> [TASK]:
Extract every line from the records below that contains the word "Straße".

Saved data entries
# # # #
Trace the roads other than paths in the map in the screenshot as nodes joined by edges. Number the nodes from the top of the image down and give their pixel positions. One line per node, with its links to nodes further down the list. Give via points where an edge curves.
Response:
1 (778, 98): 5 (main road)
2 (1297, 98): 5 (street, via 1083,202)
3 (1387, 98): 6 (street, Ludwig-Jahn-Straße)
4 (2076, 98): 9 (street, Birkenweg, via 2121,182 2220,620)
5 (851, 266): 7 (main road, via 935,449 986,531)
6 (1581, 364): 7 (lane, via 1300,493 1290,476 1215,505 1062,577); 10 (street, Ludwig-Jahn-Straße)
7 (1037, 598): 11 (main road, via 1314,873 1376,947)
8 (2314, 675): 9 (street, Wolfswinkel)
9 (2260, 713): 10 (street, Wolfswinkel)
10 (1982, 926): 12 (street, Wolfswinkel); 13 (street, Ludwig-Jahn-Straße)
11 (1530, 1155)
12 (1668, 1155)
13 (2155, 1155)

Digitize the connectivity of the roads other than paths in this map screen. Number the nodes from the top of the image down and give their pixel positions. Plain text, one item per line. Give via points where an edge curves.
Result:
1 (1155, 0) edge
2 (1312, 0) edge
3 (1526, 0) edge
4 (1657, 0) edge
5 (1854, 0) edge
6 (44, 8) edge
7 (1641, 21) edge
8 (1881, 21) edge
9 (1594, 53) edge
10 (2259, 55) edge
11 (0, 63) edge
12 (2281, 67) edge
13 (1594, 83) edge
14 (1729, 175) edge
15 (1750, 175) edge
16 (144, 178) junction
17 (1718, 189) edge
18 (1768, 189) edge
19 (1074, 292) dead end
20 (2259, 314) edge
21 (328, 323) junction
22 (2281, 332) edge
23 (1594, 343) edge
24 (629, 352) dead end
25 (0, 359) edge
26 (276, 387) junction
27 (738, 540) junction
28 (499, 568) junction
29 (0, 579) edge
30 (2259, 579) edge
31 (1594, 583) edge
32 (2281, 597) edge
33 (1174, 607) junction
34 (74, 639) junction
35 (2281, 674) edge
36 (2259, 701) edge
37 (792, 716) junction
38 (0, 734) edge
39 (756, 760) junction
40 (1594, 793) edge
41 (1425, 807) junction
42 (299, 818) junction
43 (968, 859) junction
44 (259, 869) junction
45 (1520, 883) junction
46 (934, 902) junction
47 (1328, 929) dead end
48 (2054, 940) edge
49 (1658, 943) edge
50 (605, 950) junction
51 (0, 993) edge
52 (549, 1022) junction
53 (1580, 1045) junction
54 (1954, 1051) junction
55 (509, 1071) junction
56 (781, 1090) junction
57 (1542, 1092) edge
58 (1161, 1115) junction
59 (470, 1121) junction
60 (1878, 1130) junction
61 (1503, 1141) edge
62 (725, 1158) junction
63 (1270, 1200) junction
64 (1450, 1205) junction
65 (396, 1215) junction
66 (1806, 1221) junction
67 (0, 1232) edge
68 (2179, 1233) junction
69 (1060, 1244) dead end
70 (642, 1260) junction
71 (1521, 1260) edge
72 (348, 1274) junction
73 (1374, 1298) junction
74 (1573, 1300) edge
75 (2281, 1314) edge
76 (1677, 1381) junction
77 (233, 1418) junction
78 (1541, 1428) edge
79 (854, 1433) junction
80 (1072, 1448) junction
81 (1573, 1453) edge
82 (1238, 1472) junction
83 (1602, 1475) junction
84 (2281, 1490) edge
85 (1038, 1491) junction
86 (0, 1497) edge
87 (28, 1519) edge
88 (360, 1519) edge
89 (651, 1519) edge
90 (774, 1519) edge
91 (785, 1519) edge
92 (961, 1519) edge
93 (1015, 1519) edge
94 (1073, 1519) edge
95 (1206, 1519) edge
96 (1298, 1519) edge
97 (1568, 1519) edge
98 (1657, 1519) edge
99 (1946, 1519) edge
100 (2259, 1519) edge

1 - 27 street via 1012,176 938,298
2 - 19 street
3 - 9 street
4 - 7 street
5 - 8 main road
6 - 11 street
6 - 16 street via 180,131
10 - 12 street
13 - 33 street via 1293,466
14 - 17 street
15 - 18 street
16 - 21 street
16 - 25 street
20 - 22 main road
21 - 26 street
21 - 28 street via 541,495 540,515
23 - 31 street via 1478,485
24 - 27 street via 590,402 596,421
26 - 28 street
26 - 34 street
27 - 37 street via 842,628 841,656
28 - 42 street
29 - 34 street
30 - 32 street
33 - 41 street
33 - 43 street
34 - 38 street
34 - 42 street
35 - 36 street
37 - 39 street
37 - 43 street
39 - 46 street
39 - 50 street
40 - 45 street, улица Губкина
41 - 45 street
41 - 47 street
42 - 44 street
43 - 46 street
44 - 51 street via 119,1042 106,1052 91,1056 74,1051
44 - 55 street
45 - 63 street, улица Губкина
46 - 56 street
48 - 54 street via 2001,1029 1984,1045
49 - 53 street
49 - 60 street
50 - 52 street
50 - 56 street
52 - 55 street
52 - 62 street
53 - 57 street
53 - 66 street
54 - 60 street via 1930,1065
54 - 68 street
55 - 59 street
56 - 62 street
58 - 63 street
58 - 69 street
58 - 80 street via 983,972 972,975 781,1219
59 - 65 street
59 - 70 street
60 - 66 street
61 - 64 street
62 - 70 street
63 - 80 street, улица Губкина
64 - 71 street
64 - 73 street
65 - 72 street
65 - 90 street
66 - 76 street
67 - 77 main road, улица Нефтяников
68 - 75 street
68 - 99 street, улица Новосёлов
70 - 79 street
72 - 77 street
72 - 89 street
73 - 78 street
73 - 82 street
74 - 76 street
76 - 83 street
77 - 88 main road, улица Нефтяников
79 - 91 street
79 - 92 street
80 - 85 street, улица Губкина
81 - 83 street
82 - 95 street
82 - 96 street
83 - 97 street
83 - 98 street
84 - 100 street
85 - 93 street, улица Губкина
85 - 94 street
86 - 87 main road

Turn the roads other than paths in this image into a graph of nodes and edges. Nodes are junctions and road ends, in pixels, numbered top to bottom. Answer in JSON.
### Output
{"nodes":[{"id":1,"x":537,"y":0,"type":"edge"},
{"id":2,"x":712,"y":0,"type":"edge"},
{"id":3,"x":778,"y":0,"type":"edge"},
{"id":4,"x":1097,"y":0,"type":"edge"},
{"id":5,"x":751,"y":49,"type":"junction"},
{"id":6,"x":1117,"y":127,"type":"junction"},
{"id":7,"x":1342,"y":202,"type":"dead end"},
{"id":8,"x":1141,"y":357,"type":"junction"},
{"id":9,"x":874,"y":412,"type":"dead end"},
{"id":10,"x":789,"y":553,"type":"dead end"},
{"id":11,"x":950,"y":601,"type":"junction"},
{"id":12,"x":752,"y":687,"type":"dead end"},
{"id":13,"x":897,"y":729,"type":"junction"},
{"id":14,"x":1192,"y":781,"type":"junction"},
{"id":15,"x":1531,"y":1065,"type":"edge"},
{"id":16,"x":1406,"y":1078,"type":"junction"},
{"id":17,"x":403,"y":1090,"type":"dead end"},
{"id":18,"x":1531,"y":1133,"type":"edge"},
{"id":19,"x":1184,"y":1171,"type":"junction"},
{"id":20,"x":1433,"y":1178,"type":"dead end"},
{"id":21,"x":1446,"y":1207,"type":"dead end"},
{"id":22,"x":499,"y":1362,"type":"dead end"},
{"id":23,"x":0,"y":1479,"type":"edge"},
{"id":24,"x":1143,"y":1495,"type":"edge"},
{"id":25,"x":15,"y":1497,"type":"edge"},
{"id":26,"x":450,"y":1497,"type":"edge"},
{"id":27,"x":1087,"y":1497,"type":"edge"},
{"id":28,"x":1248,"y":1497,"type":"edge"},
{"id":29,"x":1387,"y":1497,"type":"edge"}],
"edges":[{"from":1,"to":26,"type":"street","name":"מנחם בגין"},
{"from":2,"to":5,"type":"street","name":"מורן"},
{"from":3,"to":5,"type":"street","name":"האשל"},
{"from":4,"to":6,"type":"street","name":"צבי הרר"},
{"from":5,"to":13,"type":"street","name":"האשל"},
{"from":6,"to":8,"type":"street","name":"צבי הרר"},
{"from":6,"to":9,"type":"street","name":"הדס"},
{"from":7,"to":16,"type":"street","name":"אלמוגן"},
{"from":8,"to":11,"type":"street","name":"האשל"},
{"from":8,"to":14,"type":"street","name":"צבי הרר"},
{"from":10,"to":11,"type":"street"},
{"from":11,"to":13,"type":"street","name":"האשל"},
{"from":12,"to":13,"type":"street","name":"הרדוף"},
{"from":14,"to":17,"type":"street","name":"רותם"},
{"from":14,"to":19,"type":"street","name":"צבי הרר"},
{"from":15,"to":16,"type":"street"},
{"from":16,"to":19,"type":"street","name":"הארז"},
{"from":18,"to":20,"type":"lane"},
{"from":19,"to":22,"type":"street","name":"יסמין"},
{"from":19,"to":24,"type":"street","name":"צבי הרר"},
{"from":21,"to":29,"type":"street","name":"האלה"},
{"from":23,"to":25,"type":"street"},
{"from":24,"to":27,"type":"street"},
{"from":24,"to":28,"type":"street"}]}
# # # #
> [RESPONSE TO THE EXERCISE]:
3 (1387, 98): 6 (street, Ludwig-Jahn-Straße)
6 (1581, 364): 7 (lane, via 1300,493 1290,476 1215,505 1062,577); 10 (street, Ludwig-Jahn-Straße)
10 (1982, 926): 12 (street, Wolfswinkel); 13 (street, Ludwig-Jahn-Straße)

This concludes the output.